# kde-i18n-de-3.1

## Peter Pan

Bei Problemen bei der Installation des Paketes "kde-i18n-de" hilft folgendes:

Aus dem KDE-CVS einen Tarball holen.

Das File in "kde-i18n-de.3.1.tar.bz2" umbenennen.

Ein neues Digest mit "ebuild /usr/portage/app-i18n/kde-i18n-de/kde-i18n-de-3.1.ebuild digest" erstellen.

Jetz kann das Paket wie gewohnt mit "emerge kde-i18n-de" installiert werden.

Viele Grüße

Peter Hilbring

----------

## Niko_K

Hi,

ich habe mit dem neuen KDE Paketen ganz andere Probleme.

Ich habe diese per "emerge -u world" installiert, aber irgendwie hatte ich danach immer beide KDE Versionen (kde3.0.5a UND kde3.1) installiert. Ich konnte das zwar bei den meisten Paketen mit "emerge unmerge kdexxx3.0.5a" beseitigen, aber ich bin mir nicht 100% sicher, dass ich jetzt alle alten Versionen gelöscht habe.

Wie kann ich denn das überprüfen??

Mit emerge -u hat's ja komischerweise nicht funktioniert.

Niko

----------

## Beforegod

qpkg --dups -v

oder

schaust in /var/cache/db/ nach !

----------

## Niko_K

Hi,

also qpkg gibt es bei mir als Befehl nicht und /var/cache/db auch nicht   :Question: 

Naja, ich habe "/var/cache/edb/", aber da konnte ich überhaupt nichts finden, was auch nur irgendwie nützlich sein könnte.

In welchem ebuild ist denn qpkg enthalten??

Niko

----------

## michabsd

 *Peter Pan wrote:*   

> Bei Problemen bei der Installation des Paketes "kde-i18n-de" hilft folgendes:
> 
> 

 

Mittlerweile wurde das Problem mit der libxml2 (meinproc hatte Probleme mit falsch verschachtelten XML-Tags) laut Changelog des ebuilds behoben:

*kde-i18n-de-3.1-r1 (30 Jan 2003)

```
  30 Jan 2003; Hannes Mehnert <hannes@gentoo.org> kde-i18n-de-3.1-r1.ebuild:

  fixes #12054

```

Man muss also nicht mehr libxml2 downgraden oder manuell einen CVS-Tarball unterschieben.

----------

## michabsd

 *Niko_K wrote:*   

> In welchem ebuild ist denn qpkg enthalten??
> 
> 

 

app-admin/gentoolkit

----------

## Niko_K

Hi,

danke, das hat mir schon  mal weitergeholfen.

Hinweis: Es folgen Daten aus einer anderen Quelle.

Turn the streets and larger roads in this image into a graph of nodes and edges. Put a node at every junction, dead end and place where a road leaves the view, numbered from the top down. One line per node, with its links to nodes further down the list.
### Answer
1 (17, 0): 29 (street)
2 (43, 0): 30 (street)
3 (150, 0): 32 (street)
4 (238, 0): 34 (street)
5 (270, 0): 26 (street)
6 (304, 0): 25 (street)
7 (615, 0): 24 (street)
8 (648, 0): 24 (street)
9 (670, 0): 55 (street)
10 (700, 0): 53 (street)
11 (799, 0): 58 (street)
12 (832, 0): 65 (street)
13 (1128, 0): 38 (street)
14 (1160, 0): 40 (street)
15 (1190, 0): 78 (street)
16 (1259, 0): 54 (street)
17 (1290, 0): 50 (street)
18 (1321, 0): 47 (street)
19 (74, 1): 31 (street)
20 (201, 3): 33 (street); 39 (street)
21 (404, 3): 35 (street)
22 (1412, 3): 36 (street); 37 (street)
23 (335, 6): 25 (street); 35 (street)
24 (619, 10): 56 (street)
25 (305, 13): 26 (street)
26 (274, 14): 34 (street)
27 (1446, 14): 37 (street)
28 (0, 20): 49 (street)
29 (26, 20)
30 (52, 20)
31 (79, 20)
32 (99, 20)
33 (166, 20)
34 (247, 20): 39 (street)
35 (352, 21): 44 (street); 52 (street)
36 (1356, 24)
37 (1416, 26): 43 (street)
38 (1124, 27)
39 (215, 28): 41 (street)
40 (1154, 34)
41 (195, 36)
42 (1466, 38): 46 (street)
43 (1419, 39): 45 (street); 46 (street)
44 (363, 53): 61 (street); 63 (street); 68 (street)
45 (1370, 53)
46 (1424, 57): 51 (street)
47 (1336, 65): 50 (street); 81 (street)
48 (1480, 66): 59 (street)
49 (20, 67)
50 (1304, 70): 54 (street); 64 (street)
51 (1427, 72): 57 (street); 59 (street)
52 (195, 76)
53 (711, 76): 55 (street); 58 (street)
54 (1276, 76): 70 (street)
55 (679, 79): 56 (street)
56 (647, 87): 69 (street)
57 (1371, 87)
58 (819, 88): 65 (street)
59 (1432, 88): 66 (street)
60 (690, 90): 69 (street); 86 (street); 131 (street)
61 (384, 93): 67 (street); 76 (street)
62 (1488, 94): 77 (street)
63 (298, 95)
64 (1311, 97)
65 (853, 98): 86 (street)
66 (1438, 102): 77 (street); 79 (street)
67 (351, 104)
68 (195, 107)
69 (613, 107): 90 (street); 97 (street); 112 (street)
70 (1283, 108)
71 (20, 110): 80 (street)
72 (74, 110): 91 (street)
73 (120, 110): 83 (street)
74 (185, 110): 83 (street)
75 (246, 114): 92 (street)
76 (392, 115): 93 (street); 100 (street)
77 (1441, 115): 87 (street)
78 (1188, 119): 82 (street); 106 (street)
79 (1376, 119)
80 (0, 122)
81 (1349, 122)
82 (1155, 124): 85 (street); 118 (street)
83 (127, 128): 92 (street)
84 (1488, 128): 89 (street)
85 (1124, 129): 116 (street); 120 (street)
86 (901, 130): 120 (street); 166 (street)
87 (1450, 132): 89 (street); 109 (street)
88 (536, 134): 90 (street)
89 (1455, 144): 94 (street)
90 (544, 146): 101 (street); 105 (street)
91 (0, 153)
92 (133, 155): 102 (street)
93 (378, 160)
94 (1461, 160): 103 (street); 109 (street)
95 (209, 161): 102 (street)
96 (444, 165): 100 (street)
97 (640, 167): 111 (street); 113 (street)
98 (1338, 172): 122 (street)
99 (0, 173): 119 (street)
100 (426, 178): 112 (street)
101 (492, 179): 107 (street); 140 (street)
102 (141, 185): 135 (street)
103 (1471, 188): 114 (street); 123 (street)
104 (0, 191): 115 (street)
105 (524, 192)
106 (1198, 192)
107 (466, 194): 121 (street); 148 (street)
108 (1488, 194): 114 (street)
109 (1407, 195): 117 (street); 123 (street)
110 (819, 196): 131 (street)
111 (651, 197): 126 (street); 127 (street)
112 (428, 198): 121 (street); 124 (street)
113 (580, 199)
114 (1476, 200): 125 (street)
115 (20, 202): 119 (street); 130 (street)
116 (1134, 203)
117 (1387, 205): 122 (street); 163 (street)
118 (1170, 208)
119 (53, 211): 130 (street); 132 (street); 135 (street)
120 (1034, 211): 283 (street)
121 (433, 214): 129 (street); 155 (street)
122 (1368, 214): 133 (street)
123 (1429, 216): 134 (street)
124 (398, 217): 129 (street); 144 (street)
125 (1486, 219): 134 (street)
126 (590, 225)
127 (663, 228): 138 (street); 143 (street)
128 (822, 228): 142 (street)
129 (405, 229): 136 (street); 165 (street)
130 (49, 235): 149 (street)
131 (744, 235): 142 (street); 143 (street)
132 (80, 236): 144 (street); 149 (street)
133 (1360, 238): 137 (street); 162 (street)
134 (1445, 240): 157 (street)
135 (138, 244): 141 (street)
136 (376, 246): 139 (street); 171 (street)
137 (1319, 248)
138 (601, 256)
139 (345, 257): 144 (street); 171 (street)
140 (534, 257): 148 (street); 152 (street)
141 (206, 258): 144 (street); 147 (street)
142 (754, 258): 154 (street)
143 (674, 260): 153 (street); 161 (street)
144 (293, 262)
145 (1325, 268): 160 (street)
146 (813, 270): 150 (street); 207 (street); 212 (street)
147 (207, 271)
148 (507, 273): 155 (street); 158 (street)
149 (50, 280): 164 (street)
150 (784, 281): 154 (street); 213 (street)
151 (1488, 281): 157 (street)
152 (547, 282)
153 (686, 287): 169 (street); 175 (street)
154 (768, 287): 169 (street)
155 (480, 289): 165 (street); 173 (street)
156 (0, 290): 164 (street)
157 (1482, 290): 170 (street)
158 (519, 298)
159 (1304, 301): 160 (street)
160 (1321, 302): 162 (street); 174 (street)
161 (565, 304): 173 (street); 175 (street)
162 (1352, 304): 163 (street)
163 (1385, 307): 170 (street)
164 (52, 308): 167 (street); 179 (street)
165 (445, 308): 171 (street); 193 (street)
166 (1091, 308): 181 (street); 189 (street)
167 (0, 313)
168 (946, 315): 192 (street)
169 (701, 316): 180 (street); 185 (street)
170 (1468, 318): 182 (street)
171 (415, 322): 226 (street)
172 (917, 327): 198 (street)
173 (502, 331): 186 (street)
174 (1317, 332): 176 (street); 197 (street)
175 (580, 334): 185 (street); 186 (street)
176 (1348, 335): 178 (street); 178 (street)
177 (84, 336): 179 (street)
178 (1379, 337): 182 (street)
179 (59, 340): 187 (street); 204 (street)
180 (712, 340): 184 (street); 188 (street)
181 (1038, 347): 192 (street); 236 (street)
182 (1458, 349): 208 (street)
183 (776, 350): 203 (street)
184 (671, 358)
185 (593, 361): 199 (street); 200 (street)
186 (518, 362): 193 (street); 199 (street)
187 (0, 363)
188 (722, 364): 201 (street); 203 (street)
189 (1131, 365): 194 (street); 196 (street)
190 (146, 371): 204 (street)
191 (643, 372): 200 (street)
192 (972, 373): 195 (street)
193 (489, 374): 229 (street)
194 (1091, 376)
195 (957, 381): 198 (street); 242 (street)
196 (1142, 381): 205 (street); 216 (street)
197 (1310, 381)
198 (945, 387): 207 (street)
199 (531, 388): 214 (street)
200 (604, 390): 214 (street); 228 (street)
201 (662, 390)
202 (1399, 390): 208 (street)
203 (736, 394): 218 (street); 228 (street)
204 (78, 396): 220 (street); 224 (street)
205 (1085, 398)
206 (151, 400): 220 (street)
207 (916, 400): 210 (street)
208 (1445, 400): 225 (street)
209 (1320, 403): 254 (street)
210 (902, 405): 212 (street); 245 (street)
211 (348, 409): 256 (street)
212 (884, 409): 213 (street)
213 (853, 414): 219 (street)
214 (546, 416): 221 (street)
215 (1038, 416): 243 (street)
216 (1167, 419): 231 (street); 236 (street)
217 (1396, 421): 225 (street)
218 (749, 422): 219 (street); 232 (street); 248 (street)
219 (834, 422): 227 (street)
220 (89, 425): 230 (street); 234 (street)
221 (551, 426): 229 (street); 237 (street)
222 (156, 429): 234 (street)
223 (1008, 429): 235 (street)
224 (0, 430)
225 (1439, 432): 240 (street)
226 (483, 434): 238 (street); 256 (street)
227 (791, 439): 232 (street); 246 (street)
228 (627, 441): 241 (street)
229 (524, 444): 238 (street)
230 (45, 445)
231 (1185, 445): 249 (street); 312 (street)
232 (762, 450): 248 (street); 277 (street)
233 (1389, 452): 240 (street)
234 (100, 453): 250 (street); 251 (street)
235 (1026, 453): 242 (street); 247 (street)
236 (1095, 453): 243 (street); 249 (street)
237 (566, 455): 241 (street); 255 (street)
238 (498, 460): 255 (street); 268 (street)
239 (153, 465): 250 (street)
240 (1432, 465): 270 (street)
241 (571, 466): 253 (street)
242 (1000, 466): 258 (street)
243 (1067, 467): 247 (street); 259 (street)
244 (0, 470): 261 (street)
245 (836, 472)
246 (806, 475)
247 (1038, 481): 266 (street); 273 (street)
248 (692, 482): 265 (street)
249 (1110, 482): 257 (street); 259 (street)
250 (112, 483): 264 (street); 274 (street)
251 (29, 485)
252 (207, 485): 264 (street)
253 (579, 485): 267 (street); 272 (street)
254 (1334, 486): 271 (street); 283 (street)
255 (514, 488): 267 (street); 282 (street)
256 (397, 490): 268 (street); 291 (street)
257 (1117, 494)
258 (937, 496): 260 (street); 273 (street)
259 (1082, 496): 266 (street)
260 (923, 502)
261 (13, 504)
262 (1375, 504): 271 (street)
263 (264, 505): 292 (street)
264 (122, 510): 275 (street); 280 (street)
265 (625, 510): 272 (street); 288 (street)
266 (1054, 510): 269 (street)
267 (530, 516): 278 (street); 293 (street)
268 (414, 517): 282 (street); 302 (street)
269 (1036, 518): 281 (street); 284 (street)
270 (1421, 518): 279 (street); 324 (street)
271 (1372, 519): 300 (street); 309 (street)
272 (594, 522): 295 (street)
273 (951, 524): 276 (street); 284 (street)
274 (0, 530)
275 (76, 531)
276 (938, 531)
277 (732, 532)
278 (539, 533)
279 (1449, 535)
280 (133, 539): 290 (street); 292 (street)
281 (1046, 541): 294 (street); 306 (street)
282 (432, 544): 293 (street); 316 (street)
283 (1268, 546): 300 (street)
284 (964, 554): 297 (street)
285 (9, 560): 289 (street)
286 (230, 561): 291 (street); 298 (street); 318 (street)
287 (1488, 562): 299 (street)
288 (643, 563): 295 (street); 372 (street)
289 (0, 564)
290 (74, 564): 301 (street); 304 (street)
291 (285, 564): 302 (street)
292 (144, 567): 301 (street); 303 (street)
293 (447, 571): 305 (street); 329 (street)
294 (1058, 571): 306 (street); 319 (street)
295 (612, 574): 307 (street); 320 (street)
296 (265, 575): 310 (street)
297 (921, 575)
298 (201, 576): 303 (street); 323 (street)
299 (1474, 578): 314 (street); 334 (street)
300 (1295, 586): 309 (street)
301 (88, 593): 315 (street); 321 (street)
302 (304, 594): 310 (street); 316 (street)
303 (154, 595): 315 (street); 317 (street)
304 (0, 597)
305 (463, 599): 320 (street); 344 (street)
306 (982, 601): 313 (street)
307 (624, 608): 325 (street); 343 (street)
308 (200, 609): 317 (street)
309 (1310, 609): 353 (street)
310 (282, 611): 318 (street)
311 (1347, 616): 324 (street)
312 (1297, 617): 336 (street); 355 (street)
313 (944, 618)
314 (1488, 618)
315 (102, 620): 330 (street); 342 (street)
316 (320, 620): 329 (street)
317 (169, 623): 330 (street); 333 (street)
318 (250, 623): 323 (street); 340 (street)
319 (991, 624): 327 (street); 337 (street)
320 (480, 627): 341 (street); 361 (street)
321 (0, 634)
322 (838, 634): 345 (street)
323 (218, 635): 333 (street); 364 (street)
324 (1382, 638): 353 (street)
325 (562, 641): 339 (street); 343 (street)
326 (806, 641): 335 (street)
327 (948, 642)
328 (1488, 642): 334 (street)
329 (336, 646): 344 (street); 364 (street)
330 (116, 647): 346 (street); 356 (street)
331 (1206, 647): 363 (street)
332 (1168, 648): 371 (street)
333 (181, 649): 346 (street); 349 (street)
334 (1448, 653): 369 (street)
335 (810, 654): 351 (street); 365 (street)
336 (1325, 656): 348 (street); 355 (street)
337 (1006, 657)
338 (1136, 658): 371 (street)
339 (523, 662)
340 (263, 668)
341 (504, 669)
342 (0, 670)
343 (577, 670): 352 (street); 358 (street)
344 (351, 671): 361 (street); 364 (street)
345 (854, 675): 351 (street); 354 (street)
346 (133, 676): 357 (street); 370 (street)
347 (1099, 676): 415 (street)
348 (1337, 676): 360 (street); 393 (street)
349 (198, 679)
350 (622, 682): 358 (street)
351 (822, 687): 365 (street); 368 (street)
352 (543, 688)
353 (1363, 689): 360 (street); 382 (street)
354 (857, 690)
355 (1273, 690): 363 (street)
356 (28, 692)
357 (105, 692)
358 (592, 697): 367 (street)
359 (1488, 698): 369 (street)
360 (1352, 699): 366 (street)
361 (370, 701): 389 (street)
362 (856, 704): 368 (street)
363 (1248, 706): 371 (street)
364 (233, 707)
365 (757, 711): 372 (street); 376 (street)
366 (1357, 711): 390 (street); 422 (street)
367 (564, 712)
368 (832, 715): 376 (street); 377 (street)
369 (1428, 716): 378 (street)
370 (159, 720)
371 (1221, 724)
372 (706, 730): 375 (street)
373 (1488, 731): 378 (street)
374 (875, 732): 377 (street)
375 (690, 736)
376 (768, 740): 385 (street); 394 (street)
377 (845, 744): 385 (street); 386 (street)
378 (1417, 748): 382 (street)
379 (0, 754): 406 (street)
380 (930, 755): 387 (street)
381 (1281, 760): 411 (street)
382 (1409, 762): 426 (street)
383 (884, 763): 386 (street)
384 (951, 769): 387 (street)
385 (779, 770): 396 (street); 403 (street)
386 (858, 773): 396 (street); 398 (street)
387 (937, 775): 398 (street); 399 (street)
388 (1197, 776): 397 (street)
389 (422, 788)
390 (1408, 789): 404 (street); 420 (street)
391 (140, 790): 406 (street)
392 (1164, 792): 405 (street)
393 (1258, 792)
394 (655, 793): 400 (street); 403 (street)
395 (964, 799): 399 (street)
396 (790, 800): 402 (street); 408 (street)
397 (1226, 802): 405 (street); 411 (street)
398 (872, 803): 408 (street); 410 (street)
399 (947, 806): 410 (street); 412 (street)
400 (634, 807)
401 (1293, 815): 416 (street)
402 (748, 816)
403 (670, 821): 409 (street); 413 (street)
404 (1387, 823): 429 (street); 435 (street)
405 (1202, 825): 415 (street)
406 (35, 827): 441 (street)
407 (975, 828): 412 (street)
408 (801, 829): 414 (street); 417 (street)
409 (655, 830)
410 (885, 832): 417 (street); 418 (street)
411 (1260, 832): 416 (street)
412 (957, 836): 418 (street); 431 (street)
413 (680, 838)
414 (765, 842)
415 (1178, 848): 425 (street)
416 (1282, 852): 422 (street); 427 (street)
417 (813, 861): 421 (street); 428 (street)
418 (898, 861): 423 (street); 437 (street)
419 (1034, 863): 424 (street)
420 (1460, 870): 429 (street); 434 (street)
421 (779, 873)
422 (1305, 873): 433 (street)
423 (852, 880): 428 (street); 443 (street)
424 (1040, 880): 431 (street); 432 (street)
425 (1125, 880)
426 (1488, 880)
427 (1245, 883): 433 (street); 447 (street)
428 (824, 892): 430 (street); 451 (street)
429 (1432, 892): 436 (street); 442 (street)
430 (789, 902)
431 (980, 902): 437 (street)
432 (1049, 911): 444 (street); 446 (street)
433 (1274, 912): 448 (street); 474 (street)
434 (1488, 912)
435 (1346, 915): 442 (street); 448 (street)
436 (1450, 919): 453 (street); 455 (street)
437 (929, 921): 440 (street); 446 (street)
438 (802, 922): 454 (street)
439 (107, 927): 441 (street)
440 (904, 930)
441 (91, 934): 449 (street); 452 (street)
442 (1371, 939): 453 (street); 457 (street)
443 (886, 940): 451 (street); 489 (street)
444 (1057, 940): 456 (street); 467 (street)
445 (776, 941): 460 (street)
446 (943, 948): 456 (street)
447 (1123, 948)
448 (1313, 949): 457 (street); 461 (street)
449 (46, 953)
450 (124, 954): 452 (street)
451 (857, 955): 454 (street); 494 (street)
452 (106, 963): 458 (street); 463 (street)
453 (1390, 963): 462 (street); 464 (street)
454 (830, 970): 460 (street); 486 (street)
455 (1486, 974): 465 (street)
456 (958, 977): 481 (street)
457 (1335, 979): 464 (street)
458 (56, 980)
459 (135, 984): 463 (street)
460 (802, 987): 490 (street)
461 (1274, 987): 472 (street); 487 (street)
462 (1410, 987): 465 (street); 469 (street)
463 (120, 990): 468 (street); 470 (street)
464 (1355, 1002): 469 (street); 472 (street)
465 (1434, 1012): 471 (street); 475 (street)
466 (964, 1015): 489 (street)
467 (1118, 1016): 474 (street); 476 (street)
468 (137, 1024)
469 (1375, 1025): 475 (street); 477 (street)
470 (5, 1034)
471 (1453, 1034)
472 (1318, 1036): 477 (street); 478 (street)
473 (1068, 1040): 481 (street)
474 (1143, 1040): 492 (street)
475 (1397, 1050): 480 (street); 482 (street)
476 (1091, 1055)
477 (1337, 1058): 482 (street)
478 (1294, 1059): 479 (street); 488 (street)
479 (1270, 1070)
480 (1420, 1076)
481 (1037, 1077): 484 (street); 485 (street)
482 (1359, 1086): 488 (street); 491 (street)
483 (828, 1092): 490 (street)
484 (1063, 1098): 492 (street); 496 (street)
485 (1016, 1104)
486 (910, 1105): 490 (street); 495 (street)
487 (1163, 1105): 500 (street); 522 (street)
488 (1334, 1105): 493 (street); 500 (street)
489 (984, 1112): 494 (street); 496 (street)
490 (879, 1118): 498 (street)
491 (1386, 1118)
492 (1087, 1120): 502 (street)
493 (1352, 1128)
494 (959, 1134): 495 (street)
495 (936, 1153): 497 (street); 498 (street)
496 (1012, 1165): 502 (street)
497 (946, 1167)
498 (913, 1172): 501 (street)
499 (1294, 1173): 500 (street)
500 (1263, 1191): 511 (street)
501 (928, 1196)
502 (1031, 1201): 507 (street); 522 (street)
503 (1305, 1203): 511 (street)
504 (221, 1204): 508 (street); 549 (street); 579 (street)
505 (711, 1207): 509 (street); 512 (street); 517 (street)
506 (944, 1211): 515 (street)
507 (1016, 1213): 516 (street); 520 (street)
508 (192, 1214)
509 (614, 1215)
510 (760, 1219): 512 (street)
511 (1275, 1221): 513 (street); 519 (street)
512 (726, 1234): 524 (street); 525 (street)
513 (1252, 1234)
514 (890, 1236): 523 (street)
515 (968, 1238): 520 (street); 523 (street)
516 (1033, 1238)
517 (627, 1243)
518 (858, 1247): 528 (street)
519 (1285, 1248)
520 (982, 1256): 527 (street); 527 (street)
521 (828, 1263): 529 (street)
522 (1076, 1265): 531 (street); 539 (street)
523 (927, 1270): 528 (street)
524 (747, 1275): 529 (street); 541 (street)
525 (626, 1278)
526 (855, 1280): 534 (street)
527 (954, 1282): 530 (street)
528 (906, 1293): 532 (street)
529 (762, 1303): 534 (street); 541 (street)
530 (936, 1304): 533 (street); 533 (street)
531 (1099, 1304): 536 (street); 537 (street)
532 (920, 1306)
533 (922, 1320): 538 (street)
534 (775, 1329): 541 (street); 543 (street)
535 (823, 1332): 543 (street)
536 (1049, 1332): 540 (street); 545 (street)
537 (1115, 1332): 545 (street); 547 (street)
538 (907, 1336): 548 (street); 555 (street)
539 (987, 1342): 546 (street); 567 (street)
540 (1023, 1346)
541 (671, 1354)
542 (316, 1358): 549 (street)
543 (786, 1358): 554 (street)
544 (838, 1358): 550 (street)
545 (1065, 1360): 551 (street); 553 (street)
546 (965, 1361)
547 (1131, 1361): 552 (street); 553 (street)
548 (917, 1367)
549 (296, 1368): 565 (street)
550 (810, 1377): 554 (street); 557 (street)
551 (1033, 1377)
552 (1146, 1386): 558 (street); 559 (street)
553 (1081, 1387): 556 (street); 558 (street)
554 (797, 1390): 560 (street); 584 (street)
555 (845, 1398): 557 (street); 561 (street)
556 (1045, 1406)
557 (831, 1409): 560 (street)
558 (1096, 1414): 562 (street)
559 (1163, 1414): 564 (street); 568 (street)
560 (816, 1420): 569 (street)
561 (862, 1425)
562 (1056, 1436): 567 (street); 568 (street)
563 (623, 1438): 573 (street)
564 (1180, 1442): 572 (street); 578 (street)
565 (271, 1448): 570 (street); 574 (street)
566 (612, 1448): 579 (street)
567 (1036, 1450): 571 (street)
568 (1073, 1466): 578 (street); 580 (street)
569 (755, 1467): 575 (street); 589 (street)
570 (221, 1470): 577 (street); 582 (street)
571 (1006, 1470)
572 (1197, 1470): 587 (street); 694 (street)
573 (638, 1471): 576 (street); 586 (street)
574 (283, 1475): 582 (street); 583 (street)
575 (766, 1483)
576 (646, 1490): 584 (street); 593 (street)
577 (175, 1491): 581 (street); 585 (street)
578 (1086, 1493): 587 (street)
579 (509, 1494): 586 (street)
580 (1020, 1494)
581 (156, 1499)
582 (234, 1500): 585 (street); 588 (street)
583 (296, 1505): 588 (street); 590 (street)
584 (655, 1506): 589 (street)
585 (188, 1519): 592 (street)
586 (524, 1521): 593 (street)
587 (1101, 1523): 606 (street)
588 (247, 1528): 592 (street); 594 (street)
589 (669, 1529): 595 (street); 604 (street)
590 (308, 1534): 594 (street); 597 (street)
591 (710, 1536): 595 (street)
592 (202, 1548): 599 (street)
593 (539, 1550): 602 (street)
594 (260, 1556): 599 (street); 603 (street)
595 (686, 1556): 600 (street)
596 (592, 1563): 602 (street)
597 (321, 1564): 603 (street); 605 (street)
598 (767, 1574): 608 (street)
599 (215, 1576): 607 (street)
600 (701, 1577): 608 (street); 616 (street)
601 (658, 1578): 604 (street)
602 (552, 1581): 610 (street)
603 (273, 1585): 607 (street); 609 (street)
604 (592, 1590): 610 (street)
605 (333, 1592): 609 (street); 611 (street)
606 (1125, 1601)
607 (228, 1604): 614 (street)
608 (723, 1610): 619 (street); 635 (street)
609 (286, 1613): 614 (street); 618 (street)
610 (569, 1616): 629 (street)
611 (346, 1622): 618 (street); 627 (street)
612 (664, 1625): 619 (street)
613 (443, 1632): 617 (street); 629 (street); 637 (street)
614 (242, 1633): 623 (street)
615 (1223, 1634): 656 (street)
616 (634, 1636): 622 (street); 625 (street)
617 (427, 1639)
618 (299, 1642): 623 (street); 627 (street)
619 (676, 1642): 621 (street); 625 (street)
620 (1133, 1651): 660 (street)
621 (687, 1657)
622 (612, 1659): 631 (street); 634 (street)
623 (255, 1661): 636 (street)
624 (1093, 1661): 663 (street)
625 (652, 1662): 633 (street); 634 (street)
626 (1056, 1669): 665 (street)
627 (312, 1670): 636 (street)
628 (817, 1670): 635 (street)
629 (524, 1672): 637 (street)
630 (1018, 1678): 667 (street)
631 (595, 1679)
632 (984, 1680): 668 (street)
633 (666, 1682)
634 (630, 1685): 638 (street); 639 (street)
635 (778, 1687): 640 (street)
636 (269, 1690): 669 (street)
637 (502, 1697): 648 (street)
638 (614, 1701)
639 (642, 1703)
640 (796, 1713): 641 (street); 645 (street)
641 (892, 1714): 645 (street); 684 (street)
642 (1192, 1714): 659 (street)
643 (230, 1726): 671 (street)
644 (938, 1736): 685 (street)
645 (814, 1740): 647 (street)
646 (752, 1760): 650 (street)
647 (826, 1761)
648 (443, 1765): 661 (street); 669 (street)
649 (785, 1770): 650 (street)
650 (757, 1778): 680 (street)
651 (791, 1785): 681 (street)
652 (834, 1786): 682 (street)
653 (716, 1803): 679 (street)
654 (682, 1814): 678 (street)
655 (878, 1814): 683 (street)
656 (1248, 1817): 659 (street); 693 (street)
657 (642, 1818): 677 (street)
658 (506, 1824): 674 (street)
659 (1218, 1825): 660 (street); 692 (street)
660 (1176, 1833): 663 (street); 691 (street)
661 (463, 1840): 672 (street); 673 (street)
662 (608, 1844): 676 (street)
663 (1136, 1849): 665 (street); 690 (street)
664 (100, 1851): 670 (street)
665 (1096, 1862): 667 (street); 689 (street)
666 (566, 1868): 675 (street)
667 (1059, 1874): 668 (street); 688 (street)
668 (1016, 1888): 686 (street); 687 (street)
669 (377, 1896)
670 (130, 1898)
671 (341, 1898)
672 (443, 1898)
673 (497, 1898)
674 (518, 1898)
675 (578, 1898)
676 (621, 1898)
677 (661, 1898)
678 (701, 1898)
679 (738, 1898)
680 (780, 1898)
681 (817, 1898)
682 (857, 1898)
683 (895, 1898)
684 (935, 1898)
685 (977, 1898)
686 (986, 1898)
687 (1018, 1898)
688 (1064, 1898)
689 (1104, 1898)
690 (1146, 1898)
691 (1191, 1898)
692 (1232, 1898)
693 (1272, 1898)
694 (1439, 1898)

Also von kde habe ich keinen doppelten Eintrag finden können, aber dafür ein paar andere.

Wie kann ich denn herausfinden, ob z.B.:

dev-libs/glib-1.2.10-r5 noch benötigt wird, wenn ich auch noch dev-libs/glib-2.2.0 installiert habe??

Oder kann ich mir da sicher sein, dass ich die ältere Version einfach entfernen kann?? (Wohl kaum, oder??)

Danke im voraus,

Niko

----------